- **Your objective**
In the copy, include every entry exactly but none of its images.

(Saved entries)

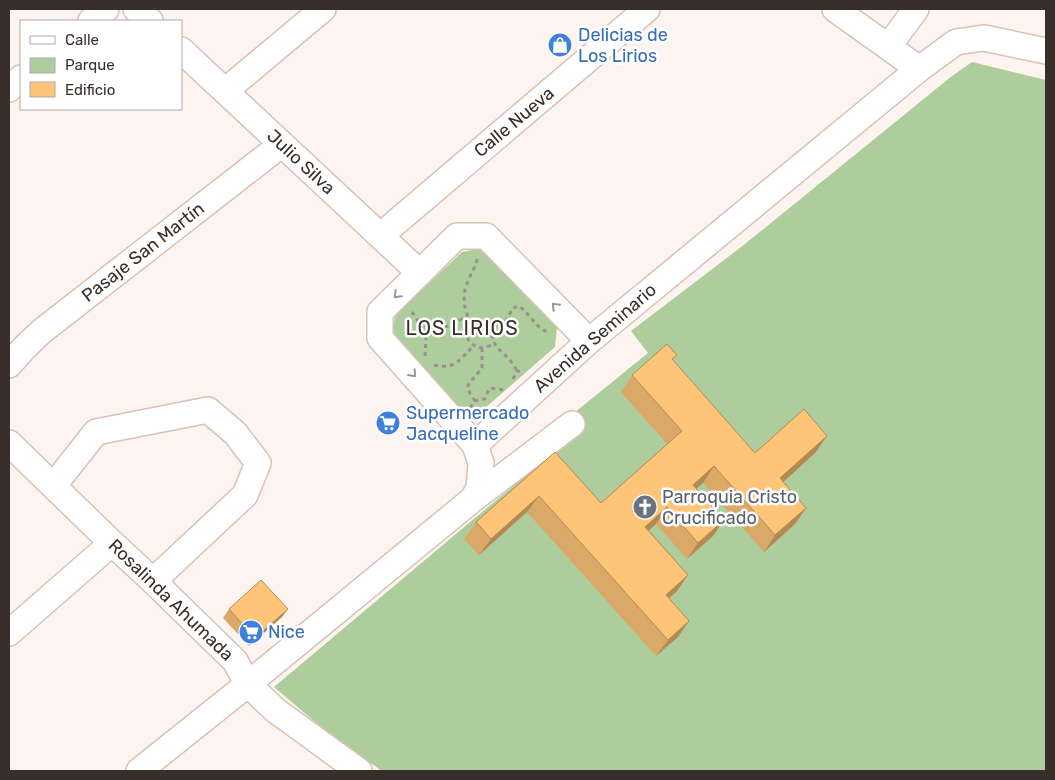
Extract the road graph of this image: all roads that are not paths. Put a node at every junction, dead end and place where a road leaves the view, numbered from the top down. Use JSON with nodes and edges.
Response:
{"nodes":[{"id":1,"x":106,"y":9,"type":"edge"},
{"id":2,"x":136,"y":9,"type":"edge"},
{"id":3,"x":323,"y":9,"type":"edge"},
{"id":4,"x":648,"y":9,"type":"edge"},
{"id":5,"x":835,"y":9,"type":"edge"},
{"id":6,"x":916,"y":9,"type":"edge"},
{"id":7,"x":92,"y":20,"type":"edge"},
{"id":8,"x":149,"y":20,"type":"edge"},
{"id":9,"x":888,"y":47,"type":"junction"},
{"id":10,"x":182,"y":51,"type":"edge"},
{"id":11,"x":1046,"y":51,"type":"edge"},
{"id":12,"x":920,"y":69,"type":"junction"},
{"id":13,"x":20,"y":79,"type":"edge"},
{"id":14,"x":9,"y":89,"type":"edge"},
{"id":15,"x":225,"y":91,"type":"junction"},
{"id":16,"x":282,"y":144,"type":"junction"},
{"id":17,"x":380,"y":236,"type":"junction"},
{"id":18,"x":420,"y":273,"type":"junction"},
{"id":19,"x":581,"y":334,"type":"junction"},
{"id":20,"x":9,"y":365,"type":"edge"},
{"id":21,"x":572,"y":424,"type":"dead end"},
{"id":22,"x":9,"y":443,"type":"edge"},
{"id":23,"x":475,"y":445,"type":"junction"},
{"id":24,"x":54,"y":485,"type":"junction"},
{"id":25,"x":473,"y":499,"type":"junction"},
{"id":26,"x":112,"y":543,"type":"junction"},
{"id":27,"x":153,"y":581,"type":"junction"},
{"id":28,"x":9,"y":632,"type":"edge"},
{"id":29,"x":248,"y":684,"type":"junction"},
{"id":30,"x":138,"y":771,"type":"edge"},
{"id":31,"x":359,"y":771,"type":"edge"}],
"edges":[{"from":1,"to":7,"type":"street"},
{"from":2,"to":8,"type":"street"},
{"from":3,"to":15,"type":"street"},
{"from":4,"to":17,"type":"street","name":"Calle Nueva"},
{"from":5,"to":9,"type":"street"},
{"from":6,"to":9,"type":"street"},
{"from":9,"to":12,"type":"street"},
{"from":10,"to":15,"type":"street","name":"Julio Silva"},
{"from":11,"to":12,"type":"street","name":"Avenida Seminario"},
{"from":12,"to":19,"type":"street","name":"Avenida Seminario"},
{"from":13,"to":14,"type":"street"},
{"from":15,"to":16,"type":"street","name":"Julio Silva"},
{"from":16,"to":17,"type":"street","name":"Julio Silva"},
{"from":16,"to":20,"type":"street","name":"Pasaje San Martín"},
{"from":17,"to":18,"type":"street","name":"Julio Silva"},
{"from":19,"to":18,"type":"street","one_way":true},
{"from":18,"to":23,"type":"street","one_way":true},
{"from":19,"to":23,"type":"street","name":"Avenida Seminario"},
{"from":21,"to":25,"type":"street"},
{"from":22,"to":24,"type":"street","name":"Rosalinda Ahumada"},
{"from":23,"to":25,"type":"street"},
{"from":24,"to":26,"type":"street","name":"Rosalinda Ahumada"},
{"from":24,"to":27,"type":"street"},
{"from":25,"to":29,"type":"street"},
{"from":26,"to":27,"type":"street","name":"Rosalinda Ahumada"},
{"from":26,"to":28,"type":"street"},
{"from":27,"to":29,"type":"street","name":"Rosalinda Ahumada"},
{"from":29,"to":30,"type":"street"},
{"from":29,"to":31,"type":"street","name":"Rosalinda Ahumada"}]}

- **Answer to this task**
Extract the road graph of this image: all roads that are not paths. Put a node at every junction, dead end and place where a road leaves the view, numbered from the top down. Use JSON with nodes and edges.
Response:
{"nodes":[{"id":1,"x":106,"y":9,"type":"edge"},
{"id":2,"x":136,"y":9,"type":"edge"},
{"id":3,"x":323,"y":9,"type":"edge"},
{"id":4,"x":648,"y":9,"type":"edge"},
{"id":5,"x":835,"y":9,"type":"edge"},
{"id":6,"x":916,"y":9,"type":"edge"},
{"id":7,"x":92,"y":20,"type":"edge"},
{"id":8,"x":149,"y":20,"type":"edge"},
{"id":9,"x":888,"y":47,"type":"junction"},
{"id":10,"x":182,"y":51,"type":"edge"},
{"id":11,"x":1046,"y":51,"type":"edge"},
{"id":12,"x":920,"y":69,"type":"junction"},
{"id":13,"x":20,"y":79,"type":"edge"},
{"id":14,"x":9,"y":89,"type":"edge"},
{"id":15,"x":225,"y":91,"type":"junction"},
{"id":16,"x":282,"y":144,"type":"junction"},
{"id":17,"x":380,"y":236,"type":"junction"},
{"id":18,"x":420,"y":273,"type":"junction"},
{"id":19,"x":581,"y":334,"type":"junction"},
{"id":20,"x":9,"y":365,"type":"edge"},
{"id":21,"x":572,"y":424,"type":"dead end"},
{"id":22,"x":9,"y":443,"type":"edge"},
{"id":23,"x":475,"y":445,"type":"junction"},
{"id":24,"x":54,"y":485,"type":"junction"},
{"id":25,"x":473,"y":499,"type":"junction"},
{"id":26,"x":112,"y":543,"type":"junction"},
{"id":27,"x":153,"y":581,"type":"junction"},
{"id":28,"x":9,"y":632,"type":"edge"},
{"id":29,"x":248,"y":684,"type":"junction"},
{"id":30,"x":138,"y":771,"type":"edge"},
{"id":31,"x":359,"y":771,"type":"edge"}],
"edges":[{"from":1,"to":7,"type":"street"},
{"from":2,"to":8,"type":"street"},
{"from":3,"to":15,"type":"street"},
{"from":4,"to":17,"type":"street","name":"Calle Nueva"},
{"from":5,"to":9,"type":"street"},
{"from":6,"to":9,"type":"street"},
{"from":9,"to":12,"type":"street"},
{"from":10,"to":15,"type":"street","name":"Julio Silva"},
{"from":11,"to":12,"type":"street","name":"Avenida Seminario"},
{"from":12,"to":19,"type":"street","name":"Avenida Seminario"},
{"from":13,"to":14,"type":"street"},
{"from":15,"to":16,"type":"street","name":"Julio Silva"},
{"from":16,"to":17,"type":"street","name":"Julio Silva"},
{"from":16,"to":20,"type":"street","name":"Pasaje San Martín"},
{"from":17,"to":18,"type":"street","name":"Julio Silva"},
{"from":19,"to":18,"type":"street","one_way":true},
{"from":18,"to":23,"type":"street","one_way":true},
{"from":19,"to":23,"type":"street","name":"Avenida Seminario"},
{"from":21,"to":25,"type":"street"},
{"from":22,"to":24,"type":"street","name":"Rosalinda Ahumada"},
{"from":23,"to":25,"type":"street"},
{"from":24,"to":26,"type":"street","name":"Rosalinda Ahumada"},
{"from":24,"to":27,"type":"street"},
{"from":25,"to":29,"type":"street"},
{"from":26,"to":27,"type":"street","name":"Rosalinda Ahumada"},
{"from":26,"to":28,"type":"street"},
{"from":27,"to":29,"type":"street","name":"Rosalinda Ahumada"},
{"from":29,"to":30,"type":"street"},
{"from":29,"to":31,"type":"street","name":"Rosalinda Ahumada"}]}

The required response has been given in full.